For many people, a job move may be sensible but not urgent providing them the opportunity to delay or accelerate their efforts to enter the job market at a certain time of year. But just because they can, should they? And if the calendar can influence your likelihood of landing that perfect job, what is the best time of the year to be looking?
Like most things in job hunting, there is no universal truth, but there are many cases where you might gain some edge (or at least reduce some frustration) by pursuing an opportunity at one time of the year instead of another. For example:
- Beginning vs end of the year – Companies who align their fiscal calendar with the calendar year often find themselves budget-constrained at the end of the year and unable to hire until they enter a new budget cycle at the beginning of the year. Alternatively, they may find themselves with available budget at the end of the year and no guarantee of renewal next year so they seek to create and fill positions before the end of the year.
- Holidays vs vacation period – The holiday season at the end of the year commonly adds stress to businesses. This is exacerbated if the financial year also ends with the calendar year. So some companies opt to limit the burden on employees (especially leadership), by focusing hiring in the summer and early fall months when businesses are often slower due to the natural vacation cycle.
- Spring vs fall – For many companies there is an unintentional cadence of optimization and focus on growth early in the fiscal year followed by risk aversion and cost consciousness near the end as final performance numbers come into focus. This leads companies to be more prone hiring in the spring versus the fall/winter.
If you read carefully, you realize that you could talk yourself into thinking any time of year is good or bad depending on the assumptions you want to make. Furthermore, when a company adds headcount and when they launch a search process can be very different times. Thus if you wait to explore opportunities till the company is ready to add headcount, you’ve probably missed the opportunity because they have already been searching for candidates for a while. Add to that the confusion that hiring is more tied to the fiscal calendar than the actual calendar and many companies choose not to align the two and you can reasonably argue that any time is good or bad for job searching.
While you could extensively research the company and attempt to refine your assumptions, rather than trying to align the timing your job search to the convenience of an employer, focus on timing it to fit your personal situation. After all, if you can reduce stress and/or give yourself appropriate time to prepare for the search effort, you should present yourself in the best light possible which should have a greater positive impact than any timing optimization.
In general, if you are not considering positions that require relocation, there is rarely a reason to wait to start a search once you have determined that making an external move may be the right answer for you. Even if you find a great company that isn’t ready to hire you, it is always better for them to know of you early than for you to be too late to the process to get consideration.

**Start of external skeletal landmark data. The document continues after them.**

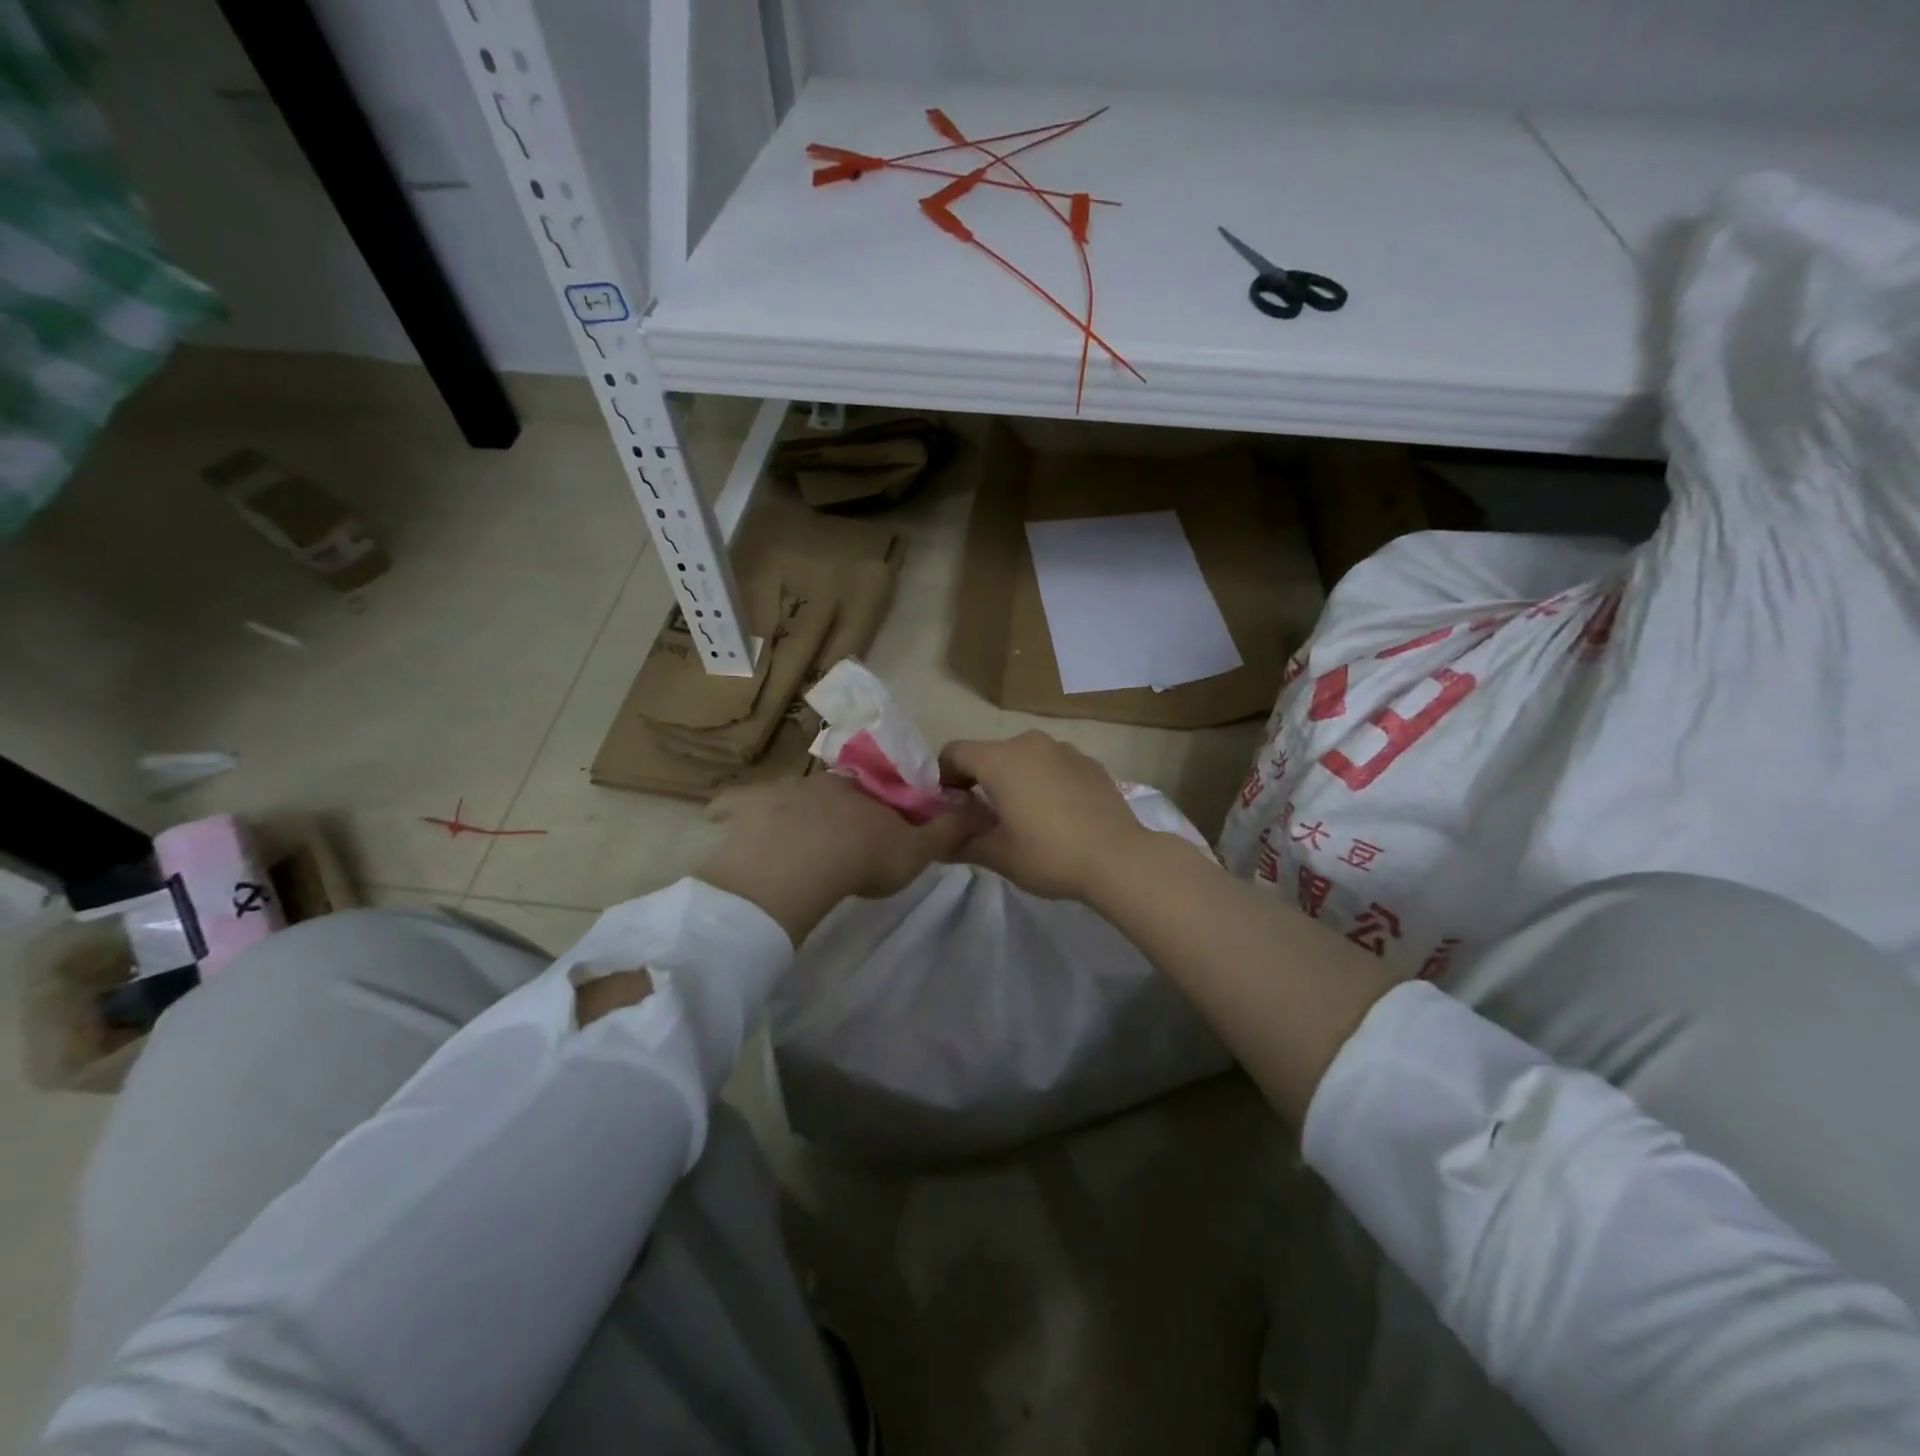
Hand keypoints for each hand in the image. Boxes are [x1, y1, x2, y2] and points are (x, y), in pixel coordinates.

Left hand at [696, 773, 977, 943]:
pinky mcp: (747, 808)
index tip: (878, 827)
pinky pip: (734, 803)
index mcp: (866, 791)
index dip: (881, 807)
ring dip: (792, 811)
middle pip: (833, 791)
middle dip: (836, 808)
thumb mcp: (917, 851)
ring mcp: (783, 792)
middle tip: (836, 837)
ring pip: (789, 795)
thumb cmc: (864, 856)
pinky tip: (725, 820)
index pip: (878, 790)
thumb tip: (979, 807)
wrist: (803, 863)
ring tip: (790, 838)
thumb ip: (947, 831)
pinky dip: (732, 808)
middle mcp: (825, 782)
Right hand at [938, 731, 1151, 901]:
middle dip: (979, 780)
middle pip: (989, 753)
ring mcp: (1064, 749)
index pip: (954, 753)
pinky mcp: (1090, 762)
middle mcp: (1030, 742)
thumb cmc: (1049, 854)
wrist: (1119, 858)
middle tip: (983, 818)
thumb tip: (937, 840)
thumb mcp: (997, 855)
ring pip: (1023, 757)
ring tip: (1023, 816)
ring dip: (1013, 779)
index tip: (950, 809)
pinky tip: (1057, 814)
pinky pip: (1053, 765)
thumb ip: (959, 842)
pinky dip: (1044, 781)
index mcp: (1000, 759)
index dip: (943, 778)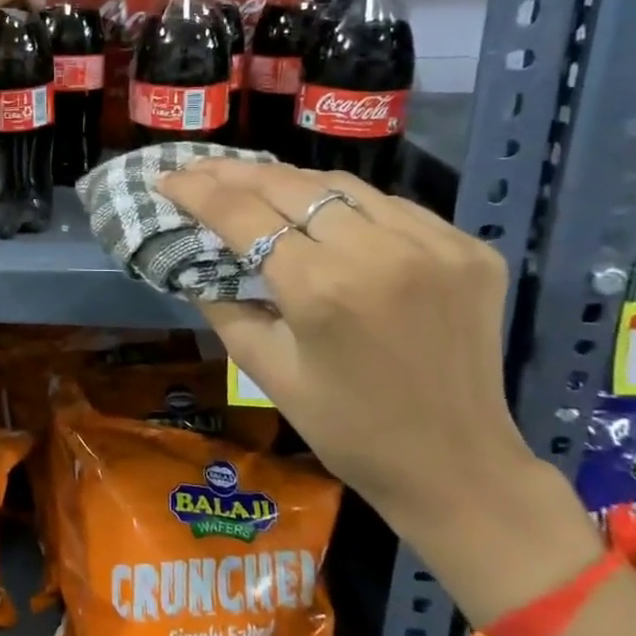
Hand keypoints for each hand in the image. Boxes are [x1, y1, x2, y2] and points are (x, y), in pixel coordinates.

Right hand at [156, 159, 554, 546]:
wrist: (458, 466)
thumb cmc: (347, 429)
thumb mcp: (267, 370)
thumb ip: (223, 306)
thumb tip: (194, 260)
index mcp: (322, 289)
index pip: (243, 215)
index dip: (197, 191)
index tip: (166, 178)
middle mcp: (380, 252)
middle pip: (291, 185)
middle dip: (236, 172)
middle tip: (200, 169)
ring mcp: (434, 244)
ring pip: (343, 185)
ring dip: (291, 182)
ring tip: (254, 184)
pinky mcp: (469, 248)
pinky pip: (392, 207)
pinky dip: (349, 204)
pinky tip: (326, 216)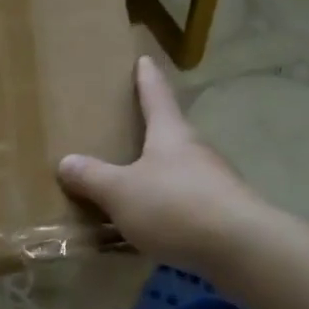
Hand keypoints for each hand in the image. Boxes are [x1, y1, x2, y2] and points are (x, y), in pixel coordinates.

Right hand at [58, 56, 264, 275]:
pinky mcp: (225, 212)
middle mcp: (196, 149)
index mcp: (170, 133)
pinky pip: (189, 202)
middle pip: (171, 132)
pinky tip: (158, 227)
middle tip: (131, 130)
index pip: (156, 95)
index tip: (145, 59)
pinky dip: (171, 207)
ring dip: (161, 173)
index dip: (147, 77)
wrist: (242, 249)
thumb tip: (66, 162)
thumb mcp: (121, 192)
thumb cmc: (175, 206)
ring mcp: (215, 181)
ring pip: (181, 169)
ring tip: (137, 185)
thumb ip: (93, 178)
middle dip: (152, 131)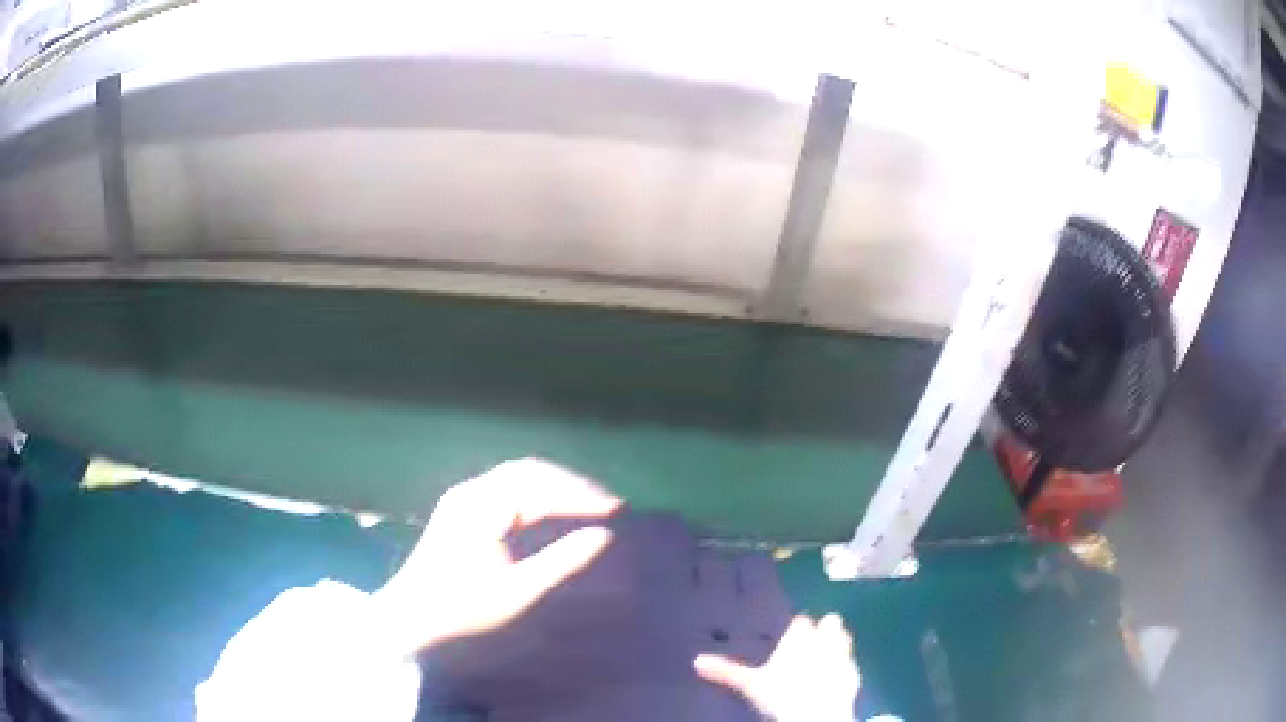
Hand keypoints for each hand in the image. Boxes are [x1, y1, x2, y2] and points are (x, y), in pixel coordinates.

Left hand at [372, 458, 619, 656]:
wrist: (410, 617)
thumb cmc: (463, 607)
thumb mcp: (518, 592)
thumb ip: (562, 562)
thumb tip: (604, 536)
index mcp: (481, 506)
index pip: (540, 485)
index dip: (581, 495)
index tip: (617, 510)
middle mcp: (471, 492)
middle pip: (530, 472)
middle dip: (572, 485)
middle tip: (609, 506)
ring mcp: (464, 498)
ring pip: (519, 477)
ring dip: (556, 487)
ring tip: (590, 505)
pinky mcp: (463, 509)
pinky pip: (507, 489)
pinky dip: (538, 495)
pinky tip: (555, 510)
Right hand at [695, 614, 860, 721]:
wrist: (818, 712)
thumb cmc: (782, 693)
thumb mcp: (750, 684)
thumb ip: (727, 670)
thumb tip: (696, 660)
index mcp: (800, 636)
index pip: (801, 621)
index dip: (798, 626)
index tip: (793, 631)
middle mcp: (824, 638)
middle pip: (830, 622)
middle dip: (825, 627)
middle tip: (813, 640)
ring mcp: (843, 654)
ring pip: (844, 638)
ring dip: (837, 643)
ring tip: (826, 655)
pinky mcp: (855, 672)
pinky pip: (851, 663)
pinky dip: (845, 666)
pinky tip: (836, 676)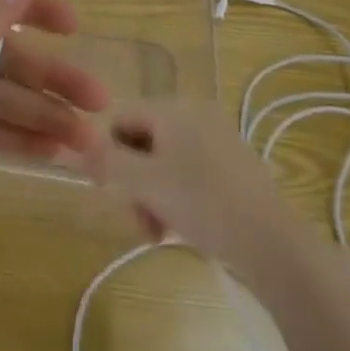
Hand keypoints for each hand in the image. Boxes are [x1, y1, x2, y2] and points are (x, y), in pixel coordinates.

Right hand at [77, 101, 307, 283]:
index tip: (109, 192)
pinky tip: (182, 228)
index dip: (106, 154)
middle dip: (133, 183)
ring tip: (159, 232)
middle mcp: (196, 113)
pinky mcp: (233, 164)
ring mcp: (218, 138)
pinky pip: (189, 172)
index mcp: (174, 108)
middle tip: (140, 221)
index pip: (119, 118)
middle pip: (141, 142)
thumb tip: (77, 145)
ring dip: (153, 196)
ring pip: (163, 162)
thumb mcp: (144, 183)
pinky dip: (177, 197)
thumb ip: (106, 161)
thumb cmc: (203, 204)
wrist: (272, 242)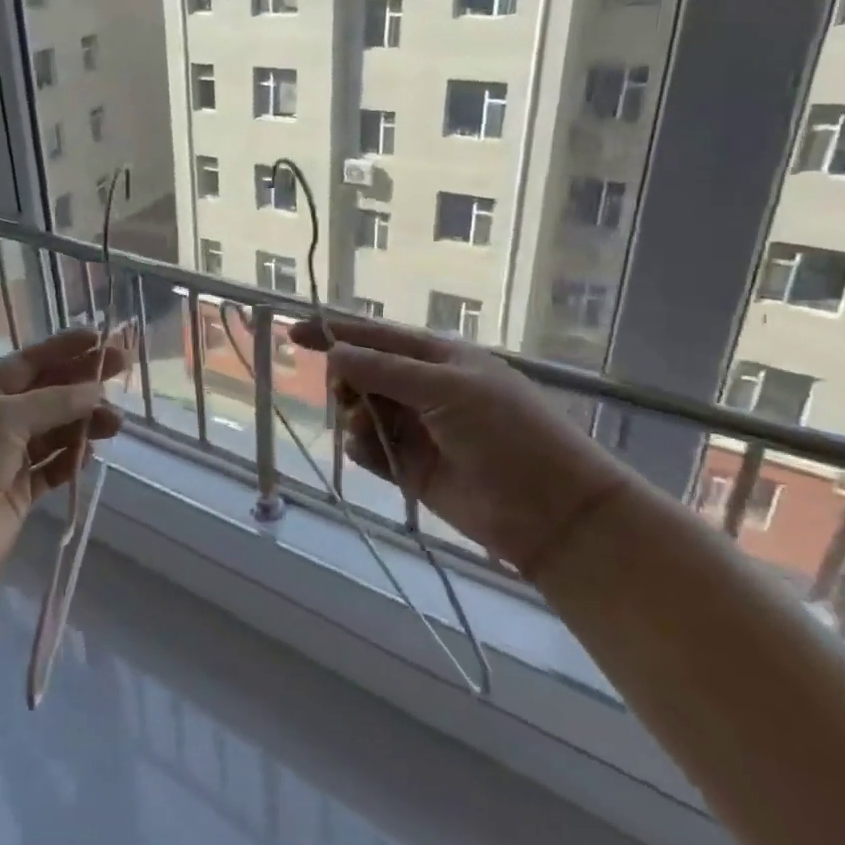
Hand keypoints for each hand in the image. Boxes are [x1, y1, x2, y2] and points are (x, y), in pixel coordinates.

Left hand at [0, 328, 125, 604]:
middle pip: (47, 394)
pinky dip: (71, 459)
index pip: (29, 362)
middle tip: (122, 370)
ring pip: (55, 431)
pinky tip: (89, 453)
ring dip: (84, 422)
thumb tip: (96, 390)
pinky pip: (53, 468)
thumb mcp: (5, 417)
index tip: (102, 339)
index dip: (65, 349)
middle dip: (82, 382)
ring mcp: (7, 458)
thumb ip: (55, 401)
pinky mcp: (19, 492)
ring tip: (114, 422)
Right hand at [290, 319, 639, 578]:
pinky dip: (361, 448)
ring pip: (360, 412)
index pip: (376, 337)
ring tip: (368, 430)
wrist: (550, 511)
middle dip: (347, 381)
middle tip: (346, 396)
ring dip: (354, 416)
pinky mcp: (408, 467)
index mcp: (438, 358)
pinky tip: (372, 454)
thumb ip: (385, 371)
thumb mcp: (446, 389)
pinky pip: (367, 448)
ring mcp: (415, 428)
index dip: (335, 333)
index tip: (293, 333)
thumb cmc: (506, 433)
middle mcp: (422, 388)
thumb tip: (335, 352)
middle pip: (363, 374)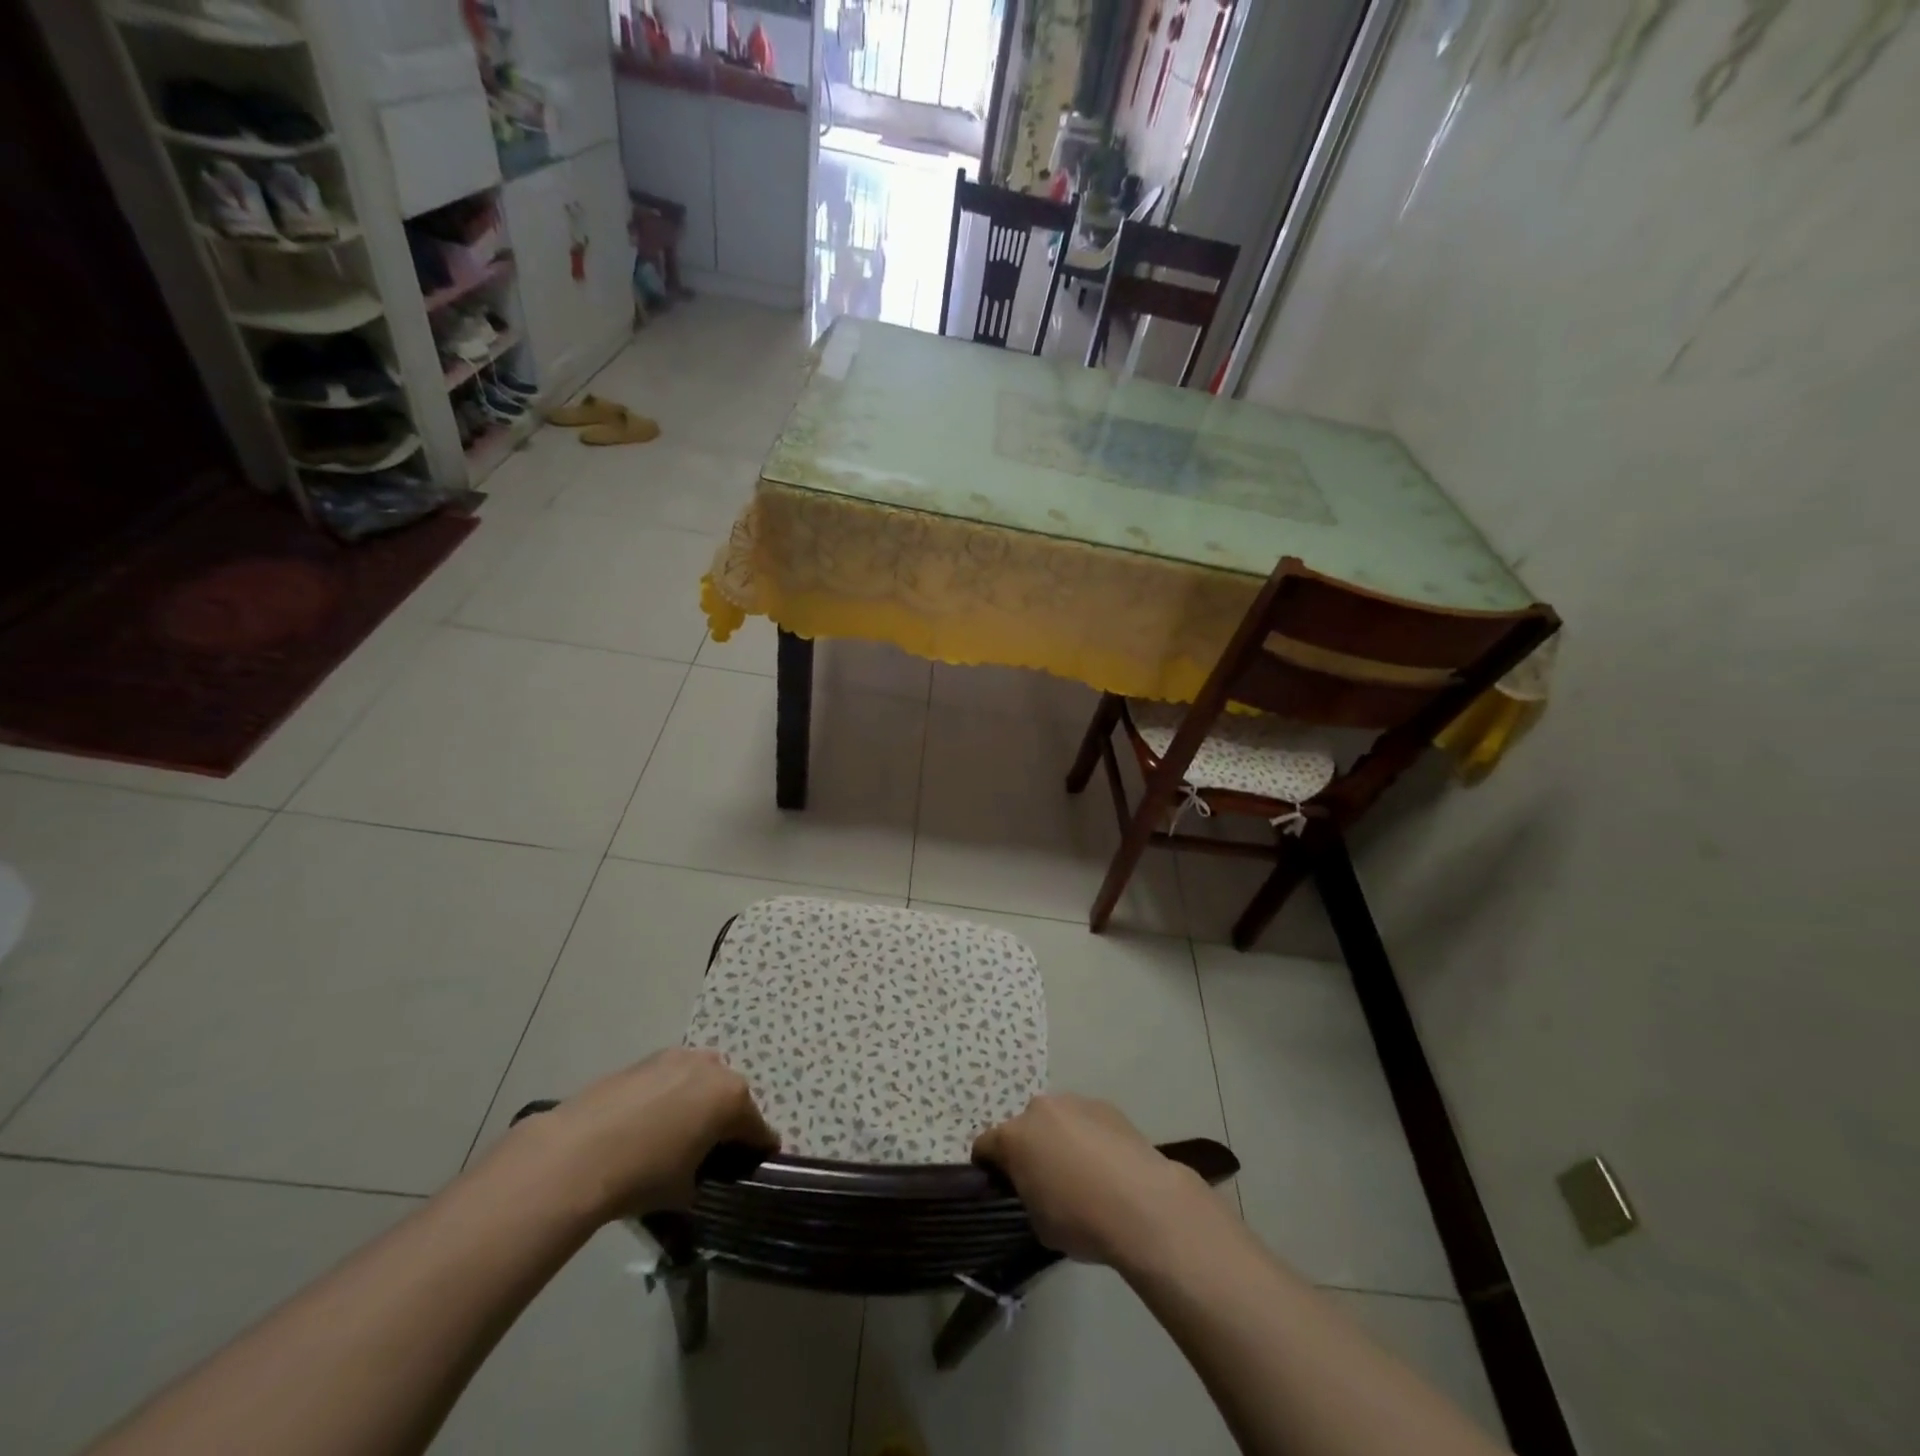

However, if you are considering positions that would require relocation, you might want to think consider some of the following since you need to be willing to accept an offer when you receive the right one:
- School schedule for children – If you have children, it may be preferable to relocate that at a semester break either in the winter or summer
- Holiday impact – Whether holidays add stress to your life or liberate you with time away from your current job consider that impact
- Vacation plans – If you have substantial vacation plans, know that those could be disrupted if they fall close to the transition between jobs
- Seasons – When the transition between cities creates a significant change in weather, it can be strategic to move during the time of year with better weather to get acclimated to the new city when weather is least challenging
Ultimately, if you are spending a significant amount of effort worrying about the time of the year to apply to a job, you are probably misusing your time. Employers and candidates alike become very adept at making things work when a really great fit is found. Focus on finding the right fit and the timing will most likely work itself out.